The Vauxhall Cascada looks good, is well engineered and undercuts several key rivals.
Whether it has the badge to succeed in a notoriously badge-conscious sector of the market is of course another thing, but if rear seat practicality is part of your decision-making process for a car of this kind, then here’s one that’s difficult to ignore, especially in entry-level 1.4-litre turbocharged petrol form.
As any chassis engineer knows, lopping the top off a car is the preferred way to make it handle like an unroadworthy charabanc. That’s why the best convertibles are those which have been designed from the outset to have no roof, and have all of the requisite stiffening in place.
That’s certainly the case with the Cascada, which is 43 per cent stiffer torsionally and ten per cent more resistant to bending forces than the Astra TwinTop, Vauxhall’s last open-topped car.
Vauxhall’s HiPerStrut front suspension, first used in the 325PS Insignia VXR, is standard across the Cascada range. The system separates damping and steering functions, reducing torque steer, while also improving steering feel and cornering control. In addition to this, the Cascada’s electric power steering module is mounted direct to the rack for greater feel and precision.
The Cascada scores straight off the bat by looking the part. A large convertible lends itself to a low sleek look, but not all four-seat cabrios ultimately escape the dumpster look. The Vauxhall thankfully does. At 4,697mm long and 1,840mm wide, the Cascada is surprisingly big.
With the top down, it has a very clean profile, with no roof-top cover or visible roll-over protection disturbing the car’s silhouette aft of the steeplyraked A-pillar.
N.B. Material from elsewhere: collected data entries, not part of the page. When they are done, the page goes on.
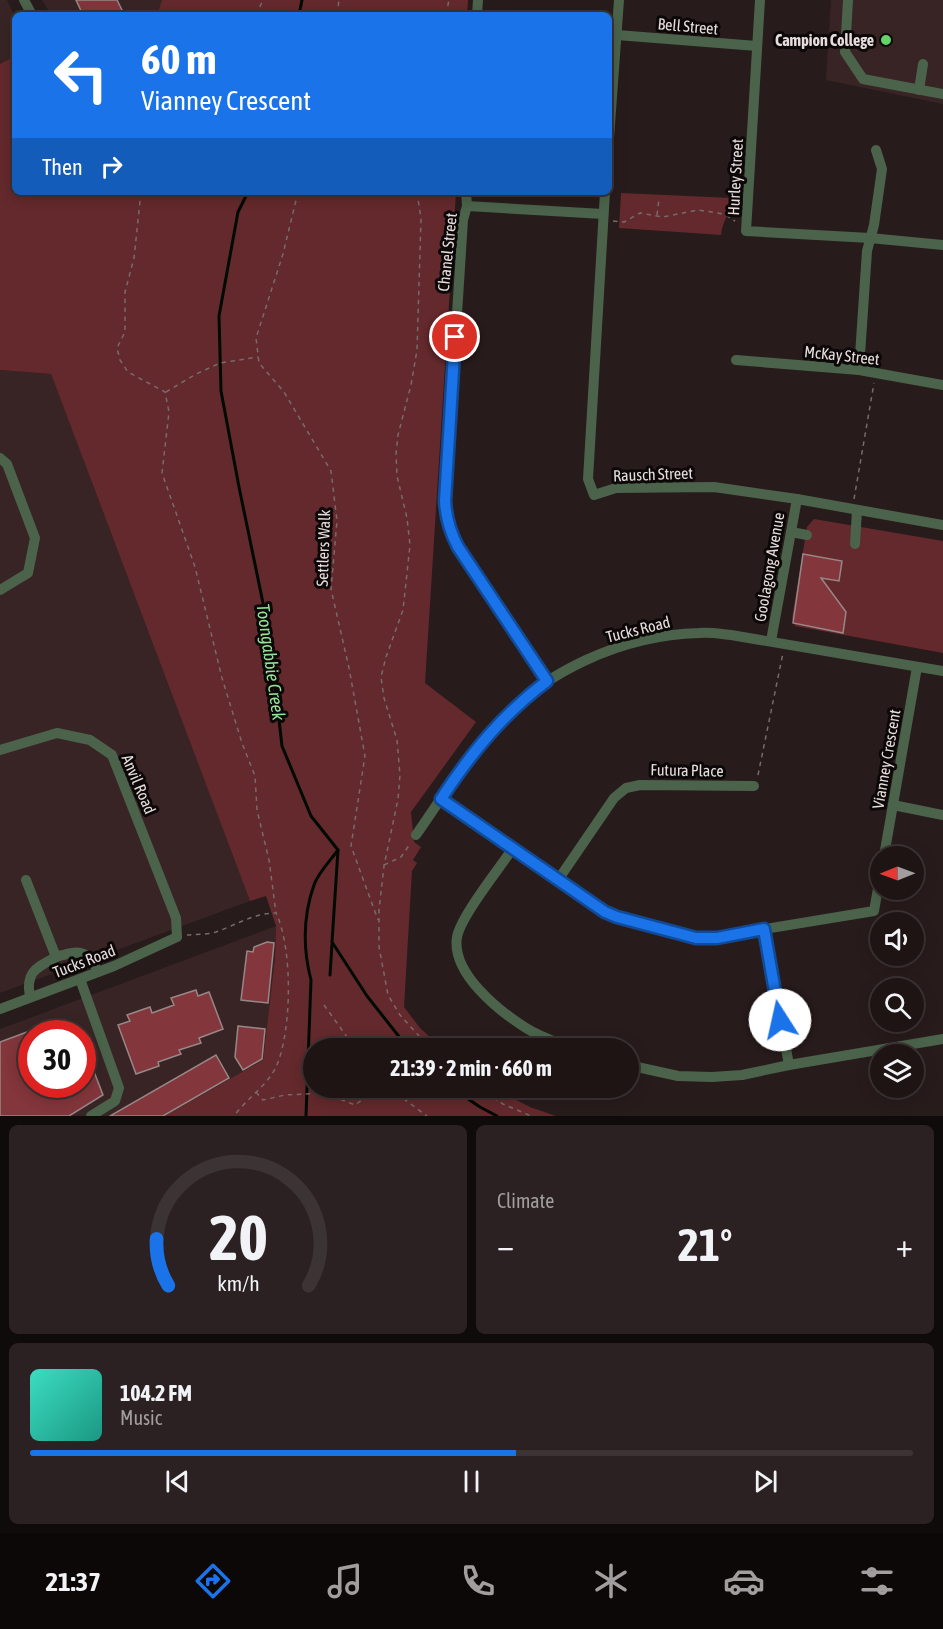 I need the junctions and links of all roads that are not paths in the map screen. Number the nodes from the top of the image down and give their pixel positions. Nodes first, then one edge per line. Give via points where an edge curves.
1 (619, 0) edge
2 (760, 0) edge
3 (848, 0) edge
4 (617, 35) junction
5 (757, 46) junction
6 (923, 64) dead end
7 (919, 90) junction
8 (943, 94) edge
9 (612, 99) edge
10 (876, 150) dead end
11 (466, 195) edge
12 (605, 195) edge
13 (468, 206) junction
14 (603, 217) junction
15 (870, 238) junction
16 (943, 245) edge
17 (736, 360) dead end
18 (859, 370) junction
19 (943, 386) edge
20 (0, 458) edge
21 (797, 499) junction
22 (855, 510) junction
23 (943, 525) edge
24 (791, 532) junction
25 (807, 535) dead end
26 (855, 544) dead end
27 (0, 590) edge
28 (771, 641) junction
29 (917, 666) junction
30 (943, 671) edge
31 (547, 681) junction
32 (0, 750) edge
33 (754, 786) road end
34 (441, 799) junction
35 (893, 806) junction
36 (943, 815) edge
37 (416, 835) road end
38 (886, 846) edge
39 (513, 848) junction
40 (26, 880) dead end
41 (558, 880) junction
42 (876, 900) edge
43 (764, 929) junction
44 (177, 936) joint
45 (56, 957) junction
46 (98, 972) junction
47 (80, 979) junction
48 (30, 998) junction
49 (0, 1009) edge
50 (549, 1038) edge
51 (943, 1039) edge
52 (789, 1065) junction
53 (639, 1067) edge
54 (91, 1116) edge

1 - 4 street
2 - 5 street, Hurley Street
3 - 7 street via 845,52 863,79
4 - 5 street, Bell Street
4 - 9 street
5 - 15 street, Hurley Street via 747,231
6 - 7 street
7 - 8 street
10 - 15 street via 882,169
11 - 13 street, Chanel Street
12 - 14 street, Rausch Street
13 - 14 street
13 - 31 street, Chanel Street via 463,220 446,516 458,547
14 - 21 street, Rausch Street via 588,479 594,495 616,488 714,487
15 - 16 street, Hurley Street
15 - 18 street
17 - 18 street, McKay Street
18 - 19 street, McKay Street
20 - 27 street via 7,464 35,538 28,573
21 - 22 street, Rausch Street
21 - 24 street, Goolagong Avenue
22 - 23 street, Rausch Street
22 - 26 street
24 - 25 street
24 - 28 street, Goolagong Avenue
28 - 29 street, Tucks Road
28 - 31 street, Tucks Road via 700,633 650,639 594,657
29 - 30 street, Tucks Road
29 - 35 street, Vianney Crescent
31 - 34 street, Tucks Road via 495,727
32 - 44 street, Anvil Road via 57,733 90,740 112,755 176,918
33 - 41 street, Futura Place via 626,788 614,798
34 - 37 street, Tucks Road
34 - 39 street
35 - 36 street
35 - 38 street, Vianney Crescent
39 - 41 street
39 - 50 street via 461,923 458,955 464,971 504,1012
40 - 45 street
41 - 43 street via 605,912 679,935 717,938
42 - 43 street via 874,911
43 - 52 street
44 - 46 street, Tucks Road
45 - 46 street via 73,952 88,956
45 - 48 street via 29,977
46 - 47 street, Tucks Road
47 - 48 street, Tucks Road
47 - 54 street via 119,1088 116,1101
48 - 49 street, Tucks Road
51 - 52 street
52 - 53 street via 712,1077 678,1076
It’s also elegantly proportioned when the hood’s up, thanks to a nicely contoured hood shape and a sharply raked rear screen.
The Vauxhall Cascada looks to have virtually all the ingredients to guarantee success at the affordable end of the executive convertible segment.
It looks good, the finish seems very polished and it’s got some solid engineering underneath the pretty lines.
Whether it can steal sales from posher brands in this notoriously badge-conscious sector is another thing of course.